Il dépasse sa chambre, puis celle d'Angeal, et continue son chemin sur quelques mètres encore, le temps de laisser aux groupes rencontrés de quitter le périmètre. Puis il fait volte-face, revient sur ses pas, passe de nouveau devant la porte de son ami, puis la sienne, s'éloigne de quelques pas, avant de réitérer son manège et de s'arrêter. D'un coup d'œil à droite et à gauche, il s'assure qu'aucun gêneur ne se trouve plus à proximité, referme d'un claquement sec son livre et s'approche d'une démarche déterminée de l'appartement de son compatriote.

Il sait ce dernier en mission, mais cela ne l'empêche pas de venir coller son oreille contre le battant, désireux d'éviter toute maladresse qui pourrait ruiner son plan. Le silence qu'il perçoit derrière l'obstacle le rassure et, après s'être assuré une dernière fois qu'il est bien seul, plonge la main dans la poche de son manteau et en tire une carte magnétique. Un passe-partout qu'il a obtenu quelques jours plus tôt en s'introduisant dans le bureau de Lazard. L'homme n'en ayant que rarement l'utilité, le rapt ne risque pas d'être découvert avant un bon moment et il compte bien, de toute façon, le remettre à sa place une fois sa tâche ici terminée.

Il le fait glisser dans le système d'ouverture et est aussitôt récompensé par un déclic. Sans attendre, il pousse la porte, pénètre dans la chambre avant que quiconque n'ait pu le surprendre.

Là, dos au battant, il attend quelques secondes dans le silence et le noir complet, avant de caler son livre sous son aisselle et de frapper deux fois dans ses mains. La lumière se fait instantanément et le spectacle qu'elle dévoile lui arrache une grimace.

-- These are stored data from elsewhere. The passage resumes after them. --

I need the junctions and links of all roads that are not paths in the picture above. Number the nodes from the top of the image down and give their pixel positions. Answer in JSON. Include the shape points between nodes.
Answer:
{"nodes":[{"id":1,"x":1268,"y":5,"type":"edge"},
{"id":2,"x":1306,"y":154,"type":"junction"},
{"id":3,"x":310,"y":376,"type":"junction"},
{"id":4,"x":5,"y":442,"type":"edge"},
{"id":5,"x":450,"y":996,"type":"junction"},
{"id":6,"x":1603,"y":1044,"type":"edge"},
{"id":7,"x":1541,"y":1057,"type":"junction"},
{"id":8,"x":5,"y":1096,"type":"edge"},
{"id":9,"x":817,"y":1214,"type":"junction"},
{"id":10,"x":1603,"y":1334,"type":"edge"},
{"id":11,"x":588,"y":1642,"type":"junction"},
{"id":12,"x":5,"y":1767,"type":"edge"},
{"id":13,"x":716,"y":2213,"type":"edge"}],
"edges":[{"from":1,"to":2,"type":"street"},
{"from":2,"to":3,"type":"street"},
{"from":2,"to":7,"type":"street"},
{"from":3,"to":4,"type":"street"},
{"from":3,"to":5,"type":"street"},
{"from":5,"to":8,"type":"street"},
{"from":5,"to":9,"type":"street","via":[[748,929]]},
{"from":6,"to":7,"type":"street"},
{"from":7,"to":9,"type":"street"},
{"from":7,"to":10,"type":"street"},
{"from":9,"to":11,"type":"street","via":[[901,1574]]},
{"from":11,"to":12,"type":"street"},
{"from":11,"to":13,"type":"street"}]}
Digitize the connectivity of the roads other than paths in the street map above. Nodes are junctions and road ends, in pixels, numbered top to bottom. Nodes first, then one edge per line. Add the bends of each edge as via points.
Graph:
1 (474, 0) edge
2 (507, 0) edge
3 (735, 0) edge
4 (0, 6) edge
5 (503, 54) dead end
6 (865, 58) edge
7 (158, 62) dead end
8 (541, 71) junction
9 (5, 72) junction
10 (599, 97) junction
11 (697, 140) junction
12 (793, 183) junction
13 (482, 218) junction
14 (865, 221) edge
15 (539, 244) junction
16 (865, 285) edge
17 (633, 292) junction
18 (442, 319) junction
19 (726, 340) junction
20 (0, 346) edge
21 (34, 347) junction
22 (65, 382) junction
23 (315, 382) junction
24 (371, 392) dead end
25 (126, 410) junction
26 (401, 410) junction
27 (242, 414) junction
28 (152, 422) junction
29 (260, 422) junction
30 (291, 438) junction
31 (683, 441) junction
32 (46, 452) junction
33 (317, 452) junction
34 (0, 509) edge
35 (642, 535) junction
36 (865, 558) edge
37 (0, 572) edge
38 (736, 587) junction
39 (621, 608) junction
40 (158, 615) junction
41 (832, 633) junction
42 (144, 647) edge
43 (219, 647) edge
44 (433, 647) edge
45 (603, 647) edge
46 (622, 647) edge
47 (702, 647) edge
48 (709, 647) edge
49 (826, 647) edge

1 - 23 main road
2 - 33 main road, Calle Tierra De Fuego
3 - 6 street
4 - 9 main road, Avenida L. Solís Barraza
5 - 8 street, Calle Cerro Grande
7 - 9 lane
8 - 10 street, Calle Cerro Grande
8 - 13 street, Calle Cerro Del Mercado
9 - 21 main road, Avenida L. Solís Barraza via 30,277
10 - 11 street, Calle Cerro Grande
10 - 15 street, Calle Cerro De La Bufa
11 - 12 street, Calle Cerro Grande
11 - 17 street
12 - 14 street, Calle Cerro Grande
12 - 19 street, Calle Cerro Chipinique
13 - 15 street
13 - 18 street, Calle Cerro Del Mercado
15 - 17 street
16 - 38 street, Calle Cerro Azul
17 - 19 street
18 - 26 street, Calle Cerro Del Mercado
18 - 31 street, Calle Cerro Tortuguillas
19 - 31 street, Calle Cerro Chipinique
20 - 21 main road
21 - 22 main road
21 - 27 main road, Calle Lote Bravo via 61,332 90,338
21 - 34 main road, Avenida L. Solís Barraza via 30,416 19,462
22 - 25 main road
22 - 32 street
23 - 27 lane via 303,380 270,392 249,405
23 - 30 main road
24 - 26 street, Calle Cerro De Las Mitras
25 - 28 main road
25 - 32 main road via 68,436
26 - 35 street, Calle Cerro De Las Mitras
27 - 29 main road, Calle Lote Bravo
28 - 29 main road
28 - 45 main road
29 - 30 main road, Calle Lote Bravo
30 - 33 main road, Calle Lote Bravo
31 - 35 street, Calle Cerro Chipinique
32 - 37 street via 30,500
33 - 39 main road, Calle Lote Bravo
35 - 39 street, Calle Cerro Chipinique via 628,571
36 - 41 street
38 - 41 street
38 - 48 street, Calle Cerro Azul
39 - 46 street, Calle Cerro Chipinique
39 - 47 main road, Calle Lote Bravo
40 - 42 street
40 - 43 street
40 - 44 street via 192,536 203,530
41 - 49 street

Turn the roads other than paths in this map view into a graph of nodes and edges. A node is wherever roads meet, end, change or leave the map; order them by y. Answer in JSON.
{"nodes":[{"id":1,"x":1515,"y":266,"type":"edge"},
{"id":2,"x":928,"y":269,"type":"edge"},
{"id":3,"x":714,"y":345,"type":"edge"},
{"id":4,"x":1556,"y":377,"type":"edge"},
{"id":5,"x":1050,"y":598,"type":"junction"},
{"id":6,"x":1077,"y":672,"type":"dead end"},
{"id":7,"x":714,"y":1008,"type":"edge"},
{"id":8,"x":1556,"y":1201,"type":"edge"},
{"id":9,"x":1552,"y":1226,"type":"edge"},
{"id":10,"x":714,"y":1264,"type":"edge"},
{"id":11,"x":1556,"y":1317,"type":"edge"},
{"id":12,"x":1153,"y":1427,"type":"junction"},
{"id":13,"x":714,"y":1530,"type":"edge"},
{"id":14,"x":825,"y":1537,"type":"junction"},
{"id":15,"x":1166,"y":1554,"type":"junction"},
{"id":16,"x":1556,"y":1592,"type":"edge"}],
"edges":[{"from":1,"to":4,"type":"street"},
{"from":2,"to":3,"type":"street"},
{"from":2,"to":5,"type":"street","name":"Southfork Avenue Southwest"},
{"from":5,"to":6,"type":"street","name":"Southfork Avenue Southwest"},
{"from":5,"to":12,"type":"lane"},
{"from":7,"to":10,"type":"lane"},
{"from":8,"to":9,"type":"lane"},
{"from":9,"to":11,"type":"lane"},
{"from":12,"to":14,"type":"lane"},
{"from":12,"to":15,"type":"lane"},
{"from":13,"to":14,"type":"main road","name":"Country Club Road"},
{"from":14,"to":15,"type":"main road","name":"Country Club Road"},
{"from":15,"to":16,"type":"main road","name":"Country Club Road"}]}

Comme à son habitude, la chambre de son ami est impeccable de propreté. Aucun objet qui traîne, pas une seule miette sur la table qui rutile, le lit est fait d'une façon toute militaire et une vague odeur de javel flotte sur l'ensemble. Sur une étagère, plusieurs numéros du mensuel « Famous Garden » sont classés dans l'ordre chronologique. Sur celle plus bas, des livres, mais aucun roman dans leurs rangs. Pas de télévision – Angeal prétend n'y trouver aucun intérêt –, ni même d'ordinateur nulle part.

Une chambre qui passerait pour tristement impersonnelle si ce n'était la présence d'occupantes un peu trop envahissantes. Car partout où il peut poser le regard des fleurs et autres plantes en pots s'exhibent, ajoutant une odeur moite, de terre humide, au tableau.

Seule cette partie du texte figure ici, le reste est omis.